What needs to be done -
Look below for the line containing "ctx.miterLimit = 4;". Output it and each remaining line of the entries exactly, and nothing else.

Saved entries -
-- Opening Marker --

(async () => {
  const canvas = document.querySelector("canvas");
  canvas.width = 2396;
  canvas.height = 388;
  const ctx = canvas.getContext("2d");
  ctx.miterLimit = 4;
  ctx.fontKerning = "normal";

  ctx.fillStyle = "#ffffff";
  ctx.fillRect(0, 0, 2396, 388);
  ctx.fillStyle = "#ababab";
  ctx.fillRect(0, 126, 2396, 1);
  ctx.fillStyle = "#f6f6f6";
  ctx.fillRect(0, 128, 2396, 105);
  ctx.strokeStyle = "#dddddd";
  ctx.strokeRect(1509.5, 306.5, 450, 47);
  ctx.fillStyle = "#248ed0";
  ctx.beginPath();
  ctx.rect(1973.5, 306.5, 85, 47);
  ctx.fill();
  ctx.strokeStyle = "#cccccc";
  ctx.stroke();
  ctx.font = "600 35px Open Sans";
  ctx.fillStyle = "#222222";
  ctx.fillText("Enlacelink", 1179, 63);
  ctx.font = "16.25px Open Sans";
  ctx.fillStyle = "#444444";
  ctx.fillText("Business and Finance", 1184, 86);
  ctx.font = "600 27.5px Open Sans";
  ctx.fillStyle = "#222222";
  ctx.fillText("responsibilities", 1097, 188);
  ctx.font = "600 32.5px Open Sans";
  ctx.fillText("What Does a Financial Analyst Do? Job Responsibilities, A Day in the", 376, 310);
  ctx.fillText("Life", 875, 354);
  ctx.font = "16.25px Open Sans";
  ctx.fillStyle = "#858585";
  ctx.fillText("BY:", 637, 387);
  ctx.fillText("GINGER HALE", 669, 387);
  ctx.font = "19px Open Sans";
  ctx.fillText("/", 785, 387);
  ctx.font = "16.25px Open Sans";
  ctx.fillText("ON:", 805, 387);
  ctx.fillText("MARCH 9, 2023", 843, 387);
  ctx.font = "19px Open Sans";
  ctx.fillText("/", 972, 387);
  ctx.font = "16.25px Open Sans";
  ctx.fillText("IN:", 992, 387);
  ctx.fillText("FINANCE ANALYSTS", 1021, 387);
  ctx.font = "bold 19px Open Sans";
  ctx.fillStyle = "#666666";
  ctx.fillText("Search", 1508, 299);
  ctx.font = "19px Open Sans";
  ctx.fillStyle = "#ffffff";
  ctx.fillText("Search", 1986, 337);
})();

-- Closing Marker --

Written answer -
  ctx.miterLimit = 4;
  ctx.fontKerning = "normal";

  ctx.fillStyle = "#ffffff";
  ctx.fillRect(0, 0, 2396, 388);
  ctx.fillStyle = "#ababab";
  ctx.fillRect(0, 126, 2396, 1);
  ctx.fillStyle = "#f6f6f6";
  ctx.fillRect(0, 128, 2396, 105);
  ctx.strokeStyle = "#dddddd";
  ctx.strokeRect(1509.5, 306.5, 450, 47);
  ctx.fillStyle = "#248ed0";
  ctx.beginPath();
  ctx.rect(1973.5, 306.5, 85, 47);
  ctx.fill();
  ctx.strokeStyle = "#cccccc";
  ctx.stroke();
  ctx.font = "600 35px Open Sans";
  ctx.fillStyle = "#222222";
  ctx.fillText("Enlacelink", 1179, 63);
  ctx.font = "16.25px Open Sans";
  ctx.fillStyle = "#444444";
  ctx.fillText("Business and Finance", 1184, 86);
  ctx.font = "600 27.5px Open Sans";
  ctx.fillStyle = "#222222";
  ctx.fillText("responsibilities", 1097, 188);
  ctx.font = "600 32.5px Open Sans";
  ctx.fillText("What Does a Financial Analyst Do? Job Responsibilities, A Day in the", 376, 310);
  ctx.fillText("Life", 875, 354);
  ctx.font = "16.25px Open Sans";
  ctx.fillStyle = "#858585";
  ctx.fillText("BY:", 637, 387);
  ctx.fillText("GINGER HALE", 669, 387);
  ctx.font = "19px Open Sans";
  ctx.fillText("/", 785, 387);
  ctx.font = "16.25px Open Sans";
  ctx.fillText("ON:", 805, 387);
  ctx.fillText("MARCH 9, 2023", 843, 387);
  ctx.font = "19px Open Sans";
  ctx.fillText("/", 972, 387);
  ctx.font = "16.25px Open Sans";
  ctx.fillText("IN:", 992, 387);
  ctx.fillText("FINANCE ANALYSTS", 1021, 387);
  ctx.font = "bold 19px Open Sans";
  ctx.fillStyle = "#666666";
  ctx.fillText("Search", 1508, 299);
  ctx.font = "19px Open Sans";
  ctx.fillStyle = "#ffffff";
  ctx.fillText("Search", 1986, 337);
})();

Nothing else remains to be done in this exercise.